1

Speaking in general, I want to know what are the best practices for querying (and therefore indexing) of schemaless data structures? (i.e. documents)

Lets say I use MongoDB to store and query deterministic data structures in a collection. At this point all documents have the same structure therefore I can easily create indexes for any queries in my app since I know each document has required field(s) for the index.

What happens after I change the structure and try to save new documents to the db? Lets say I joined two fields FirstName and Lastname to FullName. As a result the collection contains nondeterministic data. I see two problems here:

  • Old indexes cannot cover new data, therefore new indexes needed that handle both fields old and new
  • App should take care of dealing with two representations of the documents

This may result in a big problem when there are many changes in the db resulting in many versions of document structures.

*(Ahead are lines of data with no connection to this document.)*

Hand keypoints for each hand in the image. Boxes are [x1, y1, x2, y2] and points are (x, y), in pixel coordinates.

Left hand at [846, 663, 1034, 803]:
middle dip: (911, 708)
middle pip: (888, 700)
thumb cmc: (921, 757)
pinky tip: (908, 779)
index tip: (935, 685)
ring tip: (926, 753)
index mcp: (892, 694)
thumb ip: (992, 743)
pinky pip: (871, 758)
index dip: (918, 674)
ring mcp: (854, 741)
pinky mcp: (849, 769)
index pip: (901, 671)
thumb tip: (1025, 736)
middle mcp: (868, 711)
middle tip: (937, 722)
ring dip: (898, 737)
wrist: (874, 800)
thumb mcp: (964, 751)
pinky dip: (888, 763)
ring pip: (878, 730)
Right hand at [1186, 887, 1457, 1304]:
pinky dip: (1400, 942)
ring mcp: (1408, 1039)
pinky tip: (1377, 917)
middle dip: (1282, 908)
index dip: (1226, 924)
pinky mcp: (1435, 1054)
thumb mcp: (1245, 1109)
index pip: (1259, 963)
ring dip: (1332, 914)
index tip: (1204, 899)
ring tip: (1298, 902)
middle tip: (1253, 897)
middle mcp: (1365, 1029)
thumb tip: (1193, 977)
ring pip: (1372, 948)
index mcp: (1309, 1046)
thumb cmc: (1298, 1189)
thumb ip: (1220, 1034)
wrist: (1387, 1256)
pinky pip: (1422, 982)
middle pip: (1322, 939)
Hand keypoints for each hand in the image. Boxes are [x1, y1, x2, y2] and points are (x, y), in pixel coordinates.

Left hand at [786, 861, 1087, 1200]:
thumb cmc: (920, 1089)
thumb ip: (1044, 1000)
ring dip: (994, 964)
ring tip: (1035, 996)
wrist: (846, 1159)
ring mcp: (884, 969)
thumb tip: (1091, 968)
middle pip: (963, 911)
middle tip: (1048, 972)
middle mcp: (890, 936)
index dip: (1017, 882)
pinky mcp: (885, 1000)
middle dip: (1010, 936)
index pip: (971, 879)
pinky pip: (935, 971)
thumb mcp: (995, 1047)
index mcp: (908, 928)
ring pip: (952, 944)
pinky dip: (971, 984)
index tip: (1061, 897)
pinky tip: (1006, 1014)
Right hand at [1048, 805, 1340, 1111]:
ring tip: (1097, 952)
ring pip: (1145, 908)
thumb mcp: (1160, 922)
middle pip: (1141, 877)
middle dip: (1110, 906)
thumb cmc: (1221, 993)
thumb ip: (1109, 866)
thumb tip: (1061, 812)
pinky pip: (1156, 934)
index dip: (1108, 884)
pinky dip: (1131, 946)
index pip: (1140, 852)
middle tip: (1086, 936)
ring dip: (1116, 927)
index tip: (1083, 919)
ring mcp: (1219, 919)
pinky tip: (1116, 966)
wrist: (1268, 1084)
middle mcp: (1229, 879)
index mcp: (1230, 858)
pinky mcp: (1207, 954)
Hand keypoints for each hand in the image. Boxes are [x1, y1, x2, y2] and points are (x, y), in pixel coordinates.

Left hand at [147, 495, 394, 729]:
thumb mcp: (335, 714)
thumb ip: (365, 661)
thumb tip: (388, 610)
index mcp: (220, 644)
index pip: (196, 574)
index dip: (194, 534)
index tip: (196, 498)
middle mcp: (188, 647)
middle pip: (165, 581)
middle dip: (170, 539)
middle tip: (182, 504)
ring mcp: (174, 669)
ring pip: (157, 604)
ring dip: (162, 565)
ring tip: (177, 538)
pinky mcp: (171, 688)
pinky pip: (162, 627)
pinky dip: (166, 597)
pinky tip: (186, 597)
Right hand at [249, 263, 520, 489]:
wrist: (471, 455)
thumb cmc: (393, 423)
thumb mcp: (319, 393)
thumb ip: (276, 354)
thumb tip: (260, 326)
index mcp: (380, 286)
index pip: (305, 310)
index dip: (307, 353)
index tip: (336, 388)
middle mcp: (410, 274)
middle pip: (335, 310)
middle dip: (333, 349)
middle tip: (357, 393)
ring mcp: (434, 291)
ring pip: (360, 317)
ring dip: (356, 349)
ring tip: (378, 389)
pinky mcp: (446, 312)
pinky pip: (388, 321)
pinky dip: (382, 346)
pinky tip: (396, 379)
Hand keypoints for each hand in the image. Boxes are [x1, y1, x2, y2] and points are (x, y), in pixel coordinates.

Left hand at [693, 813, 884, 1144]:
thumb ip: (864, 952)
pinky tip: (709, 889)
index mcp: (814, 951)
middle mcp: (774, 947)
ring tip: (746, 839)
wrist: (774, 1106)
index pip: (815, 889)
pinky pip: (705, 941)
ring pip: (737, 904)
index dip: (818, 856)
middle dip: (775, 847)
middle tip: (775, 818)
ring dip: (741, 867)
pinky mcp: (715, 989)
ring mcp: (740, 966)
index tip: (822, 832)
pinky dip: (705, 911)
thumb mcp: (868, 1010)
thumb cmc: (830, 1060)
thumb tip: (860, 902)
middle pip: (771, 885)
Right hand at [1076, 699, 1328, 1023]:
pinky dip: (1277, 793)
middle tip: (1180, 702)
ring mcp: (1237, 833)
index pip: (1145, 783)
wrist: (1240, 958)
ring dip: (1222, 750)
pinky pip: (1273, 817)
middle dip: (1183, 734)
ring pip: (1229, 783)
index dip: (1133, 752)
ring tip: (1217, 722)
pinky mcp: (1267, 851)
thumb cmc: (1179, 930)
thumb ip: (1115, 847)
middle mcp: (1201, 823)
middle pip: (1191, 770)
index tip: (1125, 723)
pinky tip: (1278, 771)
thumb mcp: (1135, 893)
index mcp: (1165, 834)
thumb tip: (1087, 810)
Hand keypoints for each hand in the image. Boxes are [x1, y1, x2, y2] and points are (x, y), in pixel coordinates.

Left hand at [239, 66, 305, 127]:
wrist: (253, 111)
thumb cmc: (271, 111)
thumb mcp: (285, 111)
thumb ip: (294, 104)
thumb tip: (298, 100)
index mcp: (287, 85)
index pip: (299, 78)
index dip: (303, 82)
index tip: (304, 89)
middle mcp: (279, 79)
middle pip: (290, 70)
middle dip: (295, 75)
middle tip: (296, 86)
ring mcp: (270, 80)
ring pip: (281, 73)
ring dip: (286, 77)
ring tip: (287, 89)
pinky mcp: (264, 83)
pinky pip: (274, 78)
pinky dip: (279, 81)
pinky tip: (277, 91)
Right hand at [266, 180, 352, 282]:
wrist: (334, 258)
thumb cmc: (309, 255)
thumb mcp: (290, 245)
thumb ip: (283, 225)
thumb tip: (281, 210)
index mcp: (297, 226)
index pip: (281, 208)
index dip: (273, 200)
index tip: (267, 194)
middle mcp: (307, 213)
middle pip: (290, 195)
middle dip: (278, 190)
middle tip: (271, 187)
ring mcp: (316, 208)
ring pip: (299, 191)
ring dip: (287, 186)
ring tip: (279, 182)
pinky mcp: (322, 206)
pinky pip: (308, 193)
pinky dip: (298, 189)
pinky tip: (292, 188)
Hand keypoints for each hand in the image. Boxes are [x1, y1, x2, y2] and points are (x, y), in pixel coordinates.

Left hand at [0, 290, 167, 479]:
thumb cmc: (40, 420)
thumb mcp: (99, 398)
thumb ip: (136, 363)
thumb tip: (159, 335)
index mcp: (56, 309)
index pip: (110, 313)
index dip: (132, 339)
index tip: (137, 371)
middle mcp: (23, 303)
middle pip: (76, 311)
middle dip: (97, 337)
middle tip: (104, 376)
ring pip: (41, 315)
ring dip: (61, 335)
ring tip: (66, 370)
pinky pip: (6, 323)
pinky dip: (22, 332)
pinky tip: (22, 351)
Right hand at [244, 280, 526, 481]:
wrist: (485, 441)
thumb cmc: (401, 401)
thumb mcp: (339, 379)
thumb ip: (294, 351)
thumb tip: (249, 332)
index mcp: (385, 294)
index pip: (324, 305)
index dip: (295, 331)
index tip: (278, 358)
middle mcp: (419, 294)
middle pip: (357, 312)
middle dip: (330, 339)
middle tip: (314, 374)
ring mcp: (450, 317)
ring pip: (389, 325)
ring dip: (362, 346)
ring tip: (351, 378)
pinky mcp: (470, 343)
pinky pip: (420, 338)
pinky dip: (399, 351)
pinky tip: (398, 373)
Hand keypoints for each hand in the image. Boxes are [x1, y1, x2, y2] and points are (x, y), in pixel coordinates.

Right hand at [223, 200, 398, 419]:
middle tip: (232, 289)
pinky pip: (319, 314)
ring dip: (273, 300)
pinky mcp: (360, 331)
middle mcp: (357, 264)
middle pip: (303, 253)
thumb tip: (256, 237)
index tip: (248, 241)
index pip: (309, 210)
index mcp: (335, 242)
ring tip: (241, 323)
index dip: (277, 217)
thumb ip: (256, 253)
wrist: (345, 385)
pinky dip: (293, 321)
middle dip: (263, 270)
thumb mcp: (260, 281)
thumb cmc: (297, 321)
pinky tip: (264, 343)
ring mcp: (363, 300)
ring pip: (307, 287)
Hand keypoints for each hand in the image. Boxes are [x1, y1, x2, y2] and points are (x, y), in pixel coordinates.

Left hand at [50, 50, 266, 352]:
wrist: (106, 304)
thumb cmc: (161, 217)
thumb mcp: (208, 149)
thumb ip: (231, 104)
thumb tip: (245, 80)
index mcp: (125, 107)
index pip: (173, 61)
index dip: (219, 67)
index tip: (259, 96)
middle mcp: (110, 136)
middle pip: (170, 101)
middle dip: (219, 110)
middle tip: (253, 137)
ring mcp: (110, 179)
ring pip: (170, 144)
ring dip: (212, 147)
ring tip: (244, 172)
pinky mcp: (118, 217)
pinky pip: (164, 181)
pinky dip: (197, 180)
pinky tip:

I see two main approaches:

  • Lazy migration. This means that each document is migrated on demand (i.e. only after loading from collection) to final structure and then stored back to colection. This approach actually does not solve the problems because it concedes nondeterminism at any point of time.
  • Forced migration. This is the same approach as for RDBMS migrations. The migration is performed for all documents at one point of time while the app does not run. The main con is downtime of the app.

So the question: Is there any good way of solving the problem, especially without app downtime?

Philipp
  • 67,764
  • 9
  • 118
  • 153
neleus
  • 2,230
  • 21
  • 36
  • Every NoSQL database is different and provides different tools and techniques for solving this problem. Can you please narrow your question down to a specific database? – Philipp Jun 27 '14 at 16:54
  • yes, there are two databases I look into: mongodb and couchbase – neleus Jun 27 '14 at 16:56
  • Can you please narrow your question down to **one** specific database? – Philipp Jun 27 '14 at 17:01
  • I would like to examine both but lets the first be mongo – neleus Jun 27 '14 at 17:05
  • A common way to handle to change like this on a live system is to support both old and new schema during the transition. So for your name example, update your collection to have first, last and full_name fields. Once all documents have full_name you can change your application to start reading, stop writing first & last and then finally remove first and last. – James Wahlin Jun 27 '14 at 17:15

1 Answers1

1

If you can't have downtime then the only choice is to do the migrations "on the fly":

  1. Change the application so that when new documents are saved the new field is created, but read from the old ones.
  2. Update your collection with a script/queries to add the new field in the collection.
  3. Create new indexes on that field.
  4. Change the application so that it reads from the new fields.
  5. Drop the unnecessary indexes and remove the old fields from the documents.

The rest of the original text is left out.